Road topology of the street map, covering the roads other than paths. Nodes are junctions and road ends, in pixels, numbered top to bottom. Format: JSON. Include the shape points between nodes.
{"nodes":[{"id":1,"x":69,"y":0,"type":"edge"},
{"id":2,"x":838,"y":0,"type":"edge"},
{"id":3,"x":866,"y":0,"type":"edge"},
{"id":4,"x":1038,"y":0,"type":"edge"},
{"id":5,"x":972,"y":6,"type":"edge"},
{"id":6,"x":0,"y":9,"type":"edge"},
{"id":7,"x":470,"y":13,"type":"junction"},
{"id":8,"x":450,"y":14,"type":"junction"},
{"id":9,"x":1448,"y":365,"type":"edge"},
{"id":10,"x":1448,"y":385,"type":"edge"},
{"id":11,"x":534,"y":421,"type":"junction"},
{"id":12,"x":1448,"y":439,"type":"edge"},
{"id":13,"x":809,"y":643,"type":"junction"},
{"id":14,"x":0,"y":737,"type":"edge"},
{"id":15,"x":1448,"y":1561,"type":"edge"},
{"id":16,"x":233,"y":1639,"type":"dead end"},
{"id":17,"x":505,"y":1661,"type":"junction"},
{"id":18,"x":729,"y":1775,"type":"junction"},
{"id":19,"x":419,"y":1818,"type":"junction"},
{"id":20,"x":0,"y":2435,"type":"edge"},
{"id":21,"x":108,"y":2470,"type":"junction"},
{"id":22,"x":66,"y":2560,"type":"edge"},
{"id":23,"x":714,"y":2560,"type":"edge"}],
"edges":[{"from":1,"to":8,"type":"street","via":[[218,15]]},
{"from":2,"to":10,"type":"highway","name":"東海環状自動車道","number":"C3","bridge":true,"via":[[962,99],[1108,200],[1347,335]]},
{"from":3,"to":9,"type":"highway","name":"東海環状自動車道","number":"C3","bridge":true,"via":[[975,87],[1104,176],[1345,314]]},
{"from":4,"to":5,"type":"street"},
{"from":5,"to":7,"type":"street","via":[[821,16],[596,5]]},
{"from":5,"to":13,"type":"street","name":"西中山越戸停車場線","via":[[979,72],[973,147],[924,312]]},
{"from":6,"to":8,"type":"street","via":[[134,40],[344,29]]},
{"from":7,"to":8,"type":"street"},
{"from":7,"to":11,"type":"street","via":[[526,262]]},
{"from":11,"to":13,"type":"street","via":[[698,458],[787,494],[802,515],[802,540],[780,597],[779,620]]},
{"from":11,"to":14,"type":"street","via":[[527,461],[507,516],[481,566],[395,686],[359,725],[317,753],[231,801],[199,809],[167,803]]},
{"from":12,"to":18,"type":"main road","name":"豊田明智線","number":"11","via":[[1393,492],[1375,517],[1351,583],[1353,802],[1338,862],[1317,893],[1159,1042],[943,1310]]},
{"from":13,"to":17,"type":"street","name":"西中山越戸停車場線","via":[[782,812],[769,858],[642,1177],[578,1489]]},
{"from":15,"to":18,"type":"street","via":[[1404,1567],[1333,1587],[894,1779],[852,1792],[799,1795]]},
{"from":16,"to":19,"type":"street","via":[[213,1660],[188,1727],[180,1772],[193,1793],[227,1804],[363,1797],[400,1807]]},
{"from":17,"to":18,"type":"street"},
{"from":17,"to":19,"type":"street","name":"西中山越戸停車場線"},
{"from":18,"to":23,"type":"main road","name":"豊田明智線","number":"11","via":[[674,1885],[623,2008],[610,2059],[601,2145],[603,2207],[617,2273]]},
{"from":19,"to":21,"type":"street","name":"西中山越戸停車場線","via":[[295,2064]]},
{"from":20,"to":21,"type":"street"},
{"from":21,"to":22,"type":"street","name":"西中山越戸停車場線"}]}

EXERCISE AIM: Select all lines in the listing above where the word "highway" appears, and show them.

ANSWER SPACE:
{"from":2,"to":10,"type":"highway","name":"東海環状自動車道","number":"C3","bridge":true,"via":[[962,99],[1108,200],[1347,335]]},
{"from":3,"to":9,"type":"highway","name":"東海環状自動車道","number":"C3","bridge":true,"via":[[975,87],[1104,176],[1345,314]]},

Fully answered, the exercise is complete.